The central bank decided to leave interest rates unchanged in its June meeting but hinted that borrowing costs may still need to rise by as much as half of a percentage point by the end of the year.
Economic data through last week painted a picture of resilient U.S. economy that eased recession worries.
Data on Friday showed cooler-than-expected inflation in May, while consumer spending abruptly decelerated, providing further evidence that the Fed’s hikes are having their desired effect.
“The U.S. economy is not slowing as forecast,” Citi strategists said in a client note. “Surprisingly strong job growth is keeping labour markets tight while providing the nominal spending power to drive services consumption.”
Markets are pricing in a 84% chance of the Fed hiking rates by 25 basis points in its July meeting, CME FedWatch tool showed.
Investor attention will also be on the Labor Department’s Job Openings and Labor Turnover Survey, or JOLTS, and monthly payrolls report due later this week that will help gauge the labour market in the United States.
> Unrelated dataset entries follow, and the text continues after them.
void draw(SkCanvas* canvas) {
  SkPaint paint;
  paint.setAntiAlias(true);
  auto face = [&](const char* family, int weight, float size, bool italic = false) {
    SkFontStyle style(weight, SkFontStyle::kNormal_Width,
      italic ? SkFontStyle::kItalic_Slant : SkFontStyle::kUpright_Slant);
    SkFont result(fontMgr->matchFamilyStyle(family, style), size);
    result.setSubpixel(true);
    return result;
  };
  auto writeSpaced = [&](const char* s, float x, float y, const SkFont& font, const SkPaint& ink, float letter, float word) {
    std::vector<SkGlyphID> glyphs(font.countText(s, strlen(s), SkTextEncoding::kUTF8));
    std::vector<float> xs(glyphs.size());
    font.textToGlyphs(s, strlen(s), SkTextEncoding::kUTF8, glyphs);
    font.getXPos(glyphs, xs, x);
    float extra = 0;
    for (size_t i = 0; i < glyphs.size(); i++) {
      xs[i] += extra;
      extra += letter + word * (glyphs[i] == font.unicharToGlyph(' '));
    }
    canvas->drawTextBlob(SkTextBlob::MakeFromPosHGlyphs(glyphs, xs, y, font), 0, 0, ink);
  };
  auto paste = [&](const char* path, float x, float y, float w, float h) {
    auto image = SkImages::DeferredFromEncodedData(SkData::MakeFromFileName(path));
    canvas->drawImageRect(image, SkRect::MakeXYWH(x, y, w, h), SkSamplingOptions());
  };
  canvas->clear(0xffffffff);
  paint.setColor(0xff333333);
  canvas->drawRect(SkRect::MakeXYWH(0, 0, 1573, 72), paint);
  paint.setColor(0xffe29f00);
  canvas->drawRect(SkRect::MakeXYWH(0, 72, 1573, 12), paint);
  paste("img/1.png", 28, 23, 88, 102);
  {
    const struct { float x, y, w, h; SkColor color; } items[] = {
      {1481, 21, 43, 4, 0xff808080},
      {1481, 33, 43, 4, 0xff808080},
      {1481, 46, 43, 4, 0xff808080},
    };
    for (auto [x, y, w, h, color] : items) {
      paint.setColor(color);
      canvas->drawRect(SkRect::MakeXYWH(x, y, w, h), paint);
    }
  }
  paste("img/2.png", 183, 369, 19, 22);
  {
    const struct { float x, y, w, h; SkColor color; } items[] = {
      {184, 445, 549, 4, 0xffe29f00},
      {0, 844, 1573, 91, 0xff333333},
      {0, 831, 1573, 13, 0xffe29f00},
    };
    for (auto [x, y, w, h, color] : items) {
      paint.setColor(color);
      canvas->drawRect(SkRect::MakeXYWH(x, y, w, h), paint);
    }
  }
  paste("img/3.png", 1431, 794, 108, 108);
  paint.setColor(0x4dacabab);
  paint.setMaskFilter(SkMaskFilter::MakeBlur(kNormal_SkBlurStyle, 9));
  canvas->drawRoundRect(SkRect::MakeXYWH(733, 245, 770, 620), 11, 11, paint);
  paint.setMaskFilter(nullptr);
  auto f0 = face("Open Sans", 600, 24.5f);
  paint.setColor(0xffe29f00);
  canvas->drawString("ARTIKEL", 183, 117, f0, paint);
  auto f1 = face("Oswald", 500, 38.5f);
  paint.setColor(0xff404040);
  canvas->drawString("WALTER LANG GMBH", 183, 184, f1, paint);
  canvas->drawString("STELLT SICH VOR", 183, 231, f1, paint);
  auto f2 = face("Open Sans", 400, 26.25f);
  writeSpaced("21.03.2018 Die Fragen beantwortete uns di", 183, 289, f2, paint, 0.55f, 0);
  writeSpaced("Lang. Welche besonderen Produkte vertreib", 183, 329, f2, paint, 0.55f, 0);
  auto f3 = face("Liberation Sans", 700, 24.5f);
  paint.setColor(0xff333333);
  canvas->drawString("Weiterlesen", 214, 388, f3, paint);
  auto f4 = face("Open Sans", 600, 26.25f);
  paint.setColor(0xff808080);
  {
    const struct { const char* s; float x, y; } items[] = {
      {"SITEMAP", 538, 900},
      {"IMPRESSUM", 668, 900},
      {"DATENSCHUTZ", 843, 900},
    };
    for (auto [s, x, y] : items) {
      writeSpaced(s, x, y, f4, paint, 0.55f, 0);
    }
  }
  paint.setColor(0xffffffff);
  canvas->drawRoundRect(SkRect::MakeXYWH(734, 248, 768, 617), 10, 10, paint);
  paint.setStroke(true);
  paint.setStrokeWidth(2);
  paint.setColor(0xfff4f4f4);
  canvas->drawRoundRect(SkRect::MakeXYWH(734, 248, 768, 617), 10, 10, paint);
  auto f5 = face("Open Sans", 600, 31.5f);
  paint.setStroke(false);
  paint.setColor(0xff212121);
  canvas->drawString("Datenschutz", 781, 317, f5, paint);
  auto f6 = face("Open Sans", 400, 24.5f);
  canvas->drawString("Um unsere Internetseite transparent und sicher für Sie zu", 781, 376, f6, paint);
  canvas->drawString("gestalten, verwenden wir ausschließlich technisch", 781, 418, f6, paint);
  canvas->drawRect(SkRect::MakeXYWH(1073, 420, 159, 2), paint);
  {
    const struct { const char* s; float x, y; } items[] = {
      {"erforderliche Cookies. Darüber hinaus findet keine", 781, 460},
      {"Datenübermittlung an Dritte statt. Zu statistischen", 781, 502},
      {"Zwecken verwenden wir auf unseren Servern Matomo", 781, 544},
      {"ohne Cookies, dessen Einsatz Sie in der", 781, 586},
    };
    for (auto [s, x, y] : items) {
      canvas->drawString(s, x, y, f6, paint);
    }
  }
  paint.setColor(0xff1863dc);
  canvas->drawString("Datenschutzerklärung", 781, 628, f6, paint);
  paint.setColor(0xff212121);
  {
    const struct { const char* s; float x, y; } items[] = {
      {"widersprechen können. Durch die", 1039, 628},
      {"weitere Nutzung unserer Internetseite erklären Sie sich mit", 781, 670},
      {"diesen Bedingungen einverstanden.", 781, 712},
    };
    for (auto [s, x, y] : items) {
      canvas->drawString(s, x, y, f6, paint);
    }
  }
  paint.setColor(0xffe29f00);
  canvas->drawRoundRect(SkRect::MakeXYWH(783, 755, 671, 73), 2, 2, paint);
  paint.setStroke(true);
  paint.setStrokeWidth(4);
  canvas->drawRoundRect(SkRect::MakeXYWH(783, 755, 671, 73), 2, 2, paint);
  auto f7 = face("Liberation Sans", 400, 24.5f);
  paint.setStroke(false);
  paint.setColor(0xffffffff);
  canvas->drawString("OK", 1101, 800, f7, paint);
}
Against a basket of currencies, the dollar rose 0.2% to 103.16. After eking out a near 2% gain in the first half of the year.
FEARS FROM CHINA
Fears of a slowdown in the global economy have weighed on euro , which started the third quarter down 0.2% at $1.0883, after rising for three consecutive quarters.
A private sector survey showed on Monday that China’s factory activity growth slowed in June, with sentiment waning and recruitment cooling as firms grew increasingly concerned about sluggish market conditions.
“Investors have commented that the euro zone cyclical story is losing momentum, and this is why the euro should be lower,” HSBC’s Mackel said adding that the euro is however holding up relatively well.
China’s onshore yuan steadied at 7.2469 after slipping to near eight-month lows against the dollar at the end of last week, supported by the central bank’s intensified efforts to stabilise the much weakened local currency.